---
title: "MIT 18.06SC Lecture 3: Matrix Multiplication and Inverse"
author: "Chao Ma"
date: "2025-10-05"
categories: ["Linear Algebra", "MIT 18.06", "Matrix Operations"]
code-fold: true
code-summary: "Show code"
---
## Context
[My lecture notes](https://github.com/ickma2311/foundations/blob/main/MIT18.06SC/lecture03/lecture03_multiplication_and_inverse.md) | [Exercises notebook](https://github.com/ickma2311/foundations/blob/main/MIT18.06SC/lecture03/exercises.ipynb)
**Gilbert Strang's third lecture reveals a profound insight:** matrix multiplication isn't just one operation—it's **five different perspectives** on the same computation, each revealing different structural properties. Then we explore matrix inverses and why some matrices fundamentally cannot be inverted.
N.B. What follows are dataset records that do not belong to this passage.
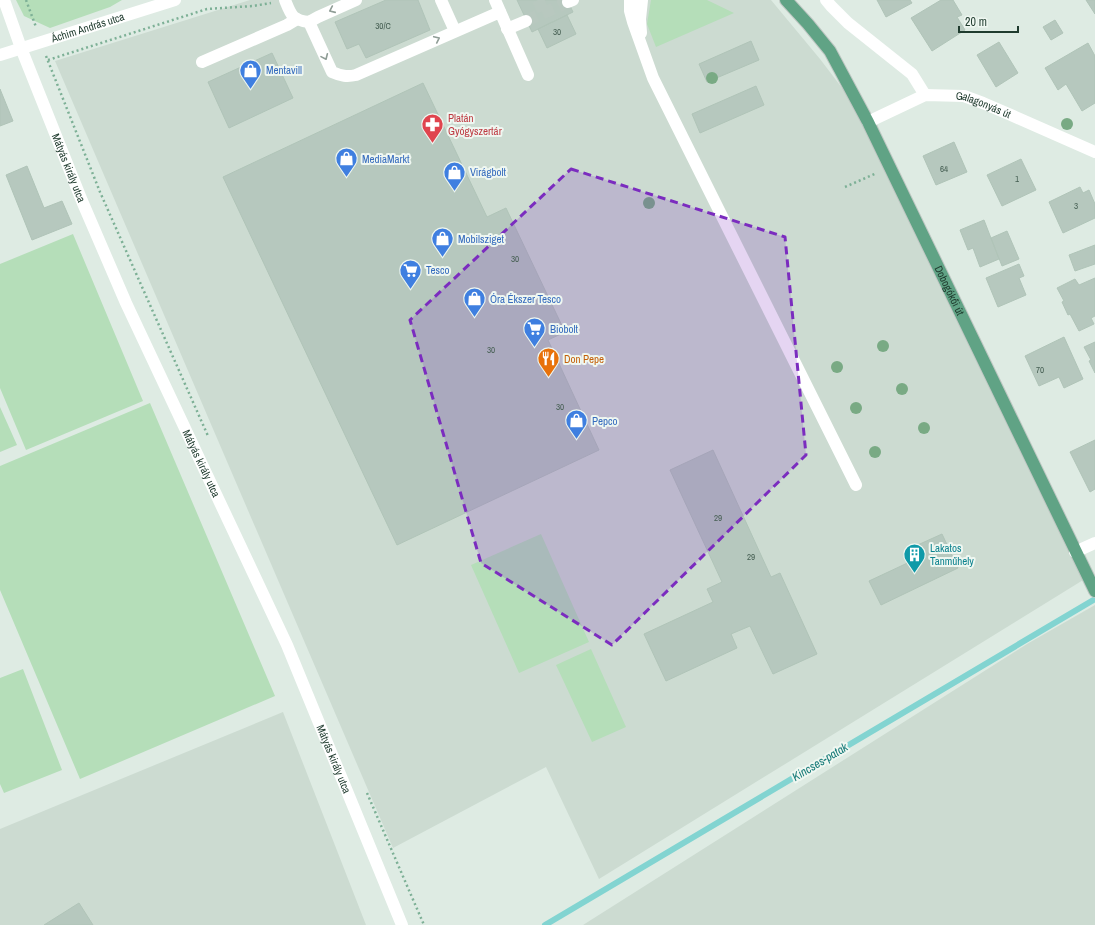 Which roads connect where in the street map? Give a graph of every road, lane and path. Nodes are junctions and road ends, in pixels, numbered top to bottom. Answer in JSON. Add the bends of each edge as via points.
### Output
{"nodes":[{"id":1,"x":4,"y":0,"type":"edge"},
{"id":2,"x":26,"y":0,"type":"edge"},
{"id":3,"x":175,"y":0,"type":"edge"},
{"id":4,"x":285,"y":0,"type":"edge"},
{"id":5,"x":356,"y":0,"type":"edge"},
{"id":6,"x":441,"y":0,"type":"edge"},
{"id":7,"x":495,"y":0,"type":"edge"},
{"id":8,"x":630,"y":0,"type":"edge"},
{"id":9,"x":642,"y":0,"type":"edge"},
{"id":10,"x":787,"y":0,"type":"edge"},
{"id":11,"x":826,"y":0,"type":"edge"},
{"id":12,"x":500,"y":12,"type":"junction"},
{"id":13,"x":297,"y":19,"type":"junction"},
{"id":14,"x":526,"y":21,"type":"tunnel mouth"},
{"id":15,"x":309,"y":22,"type":"junction"},
{"id":16,"x":507,"y":30,"type":"junction"},
{"id":17,"x":455,"y":31,"type":"junction"},
{"id":18,"x":41,"y":42,"type":"junction"},
{"id":19,"x":21,"y":48,"type":"junction"},
{"id":20,"x":643,"y":48,"type":"junction"},
{"id":21,"x":0,"y":55,"type":"edge"},
{"id":22,"x":48,"y":60,"type":"dead end"},
{"id":23,"x":202,"y":62,"type":"dead end"},
{"id":24,"x":528,"y":75,"type":"dead end"},
{"id":25,"x":925,"y":95,"type":"junction"},
{"id":26,"x":868,"y":122,"type":"junction"},
{"id":27,"x":1095,"y":152,"type":"edge"},
{"id":28,"x":872,"y":174,"type":"dead end"},
{"id":29,"x":846,"y":187,"type":"dead end"},
{"id":30,"x":856,"y":485,"type":"dead end"},
{"id":31,"x":1095,"y":543,"type":"edge"},
{"id":32,"x":1075,"y":552,"type":"junction"},
{"id":33,"x":1095,"y":591,"type":"edge"},
{"id":34,"x":402,"y":925,"type":"edge"}],
"edges":[{"from":1,"to":19,"type":"street","name":"Mátyás király utca"},
{"from":2,"to":18,"type":"path"},
{"from":3,"to":18,"type":"street","name":"Áchim András utca"},
{"from":4,"to":13,"type":"street","via":[[291,15]]},
{"from":4,"to":22,"type":"path","via":[[253,6],[207,9]]},
{"from":5,"to":15,"type":"street","one_way":true},
{"from":6,"to":17,"type":"street"},
{"from":7,"to":12,"type":"street"},
{"from":8,"to":20,"type":"street","via":[[630,11]]},
{"from":9,"to":20,"type":"street","via":[[640,19]]},
{"from":10,"to":26,"type":"main road","name":"Dobogókői út","via":[[830,51]]},
{"from":11,"to":25,"type":"street","via":[[848,23],[912,74]]},
{"from":12,"to":16,"type":"street"},
{"from":12,"to":17,"type":"street"},
{"from":13,"to":15,"type":"street"},
{"from":13,"to":23,"type":"street"},
{"from":14,"to":16,"type":"street"},
{"from":15,"to":17,"type":"street","one_way":true,"via":[[332,72],[340,76],[356,75]]},
{"from":16,"to":24,"type":"street"},
{"from":18,"to":19,"type":"street","name":"Áchim András utca"},
{"from":19,"to":21,"type":"street","name":"Áchim András utca"},
{"from":19,"to":34,"type":"street","name":"Mátyás király utca","via":[[126,303],[287,645]]},
{"from":20,"to":30,"type":"street","via":[[653,78]]},
{"from":25,"to":26,"type":"street","name":"Galagonyás út"},
{"from":25,"to":27,"type":"street","name":"Galagonyás út","via":[[964,96]]},
{"from":26,"to":32,"type":"main road","name":"Dobogókői út"},
{"from":28,"to":29,"type":"path"},
{"from":31,"to":32,"type":"street"},
{"from":32,"to":33,"type":"main road","name":"Dobogókői út"}]}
{{< video https://www.youtube.com/watch?v=FX4C-JpTFgY >}}
---
## The Five Ways of Matrix Multiplication
Given $C = AB$ where $A$ is $m \times n$ and $B$ is $n \times p$:
### 1. Element-by-Element View (Row × Column)
The standard definition: each entry $C_{ij}$ is the dot product of row $i$ of $A$ with column $j$ of $B$:
$$
C_{ij} = \sum_{k=1}^n A_{ik} B_{kj}
$$
**Example:**
$$
\begin{bmatrix} 1 & 2 \\ 3 & 4 \end{bmatrix}
\begin{bmatrix} 5 & 6 \\ 7 & 8 \end{bmatrix}
=
\begin{bmatrix} 1 \cdot 5+2 \cdot 7 & 1 \cdot 6+2 \cdot 8 \\ 3 \cdot 5+4 \cdot 7 & 3 \cdot 6+4 \cdot 8 \end{bmatrix}
=
\begin{bmatrix} 19 & 22 \\ 43 & 50 \end{bmatrix}
$$
### 2. Column View
**Key insight:** Each column of $C$ is a linear combination of the columns of $A$.
$$
C = A \begin{bmatrix} | & | & & | \\ b_1 & b_2 & \cdots & b_p \\ | & | & & | \end{bmatrix}
= \begin{bmatrix} | & | & & | \\ Ab_1 & Ab_2 & \cdots & Ab_p \\ | & | & & | \end{bmatrix}
$$
**Interpretation:** Multiply $A$ by each column of $B$ to get each column of $C$.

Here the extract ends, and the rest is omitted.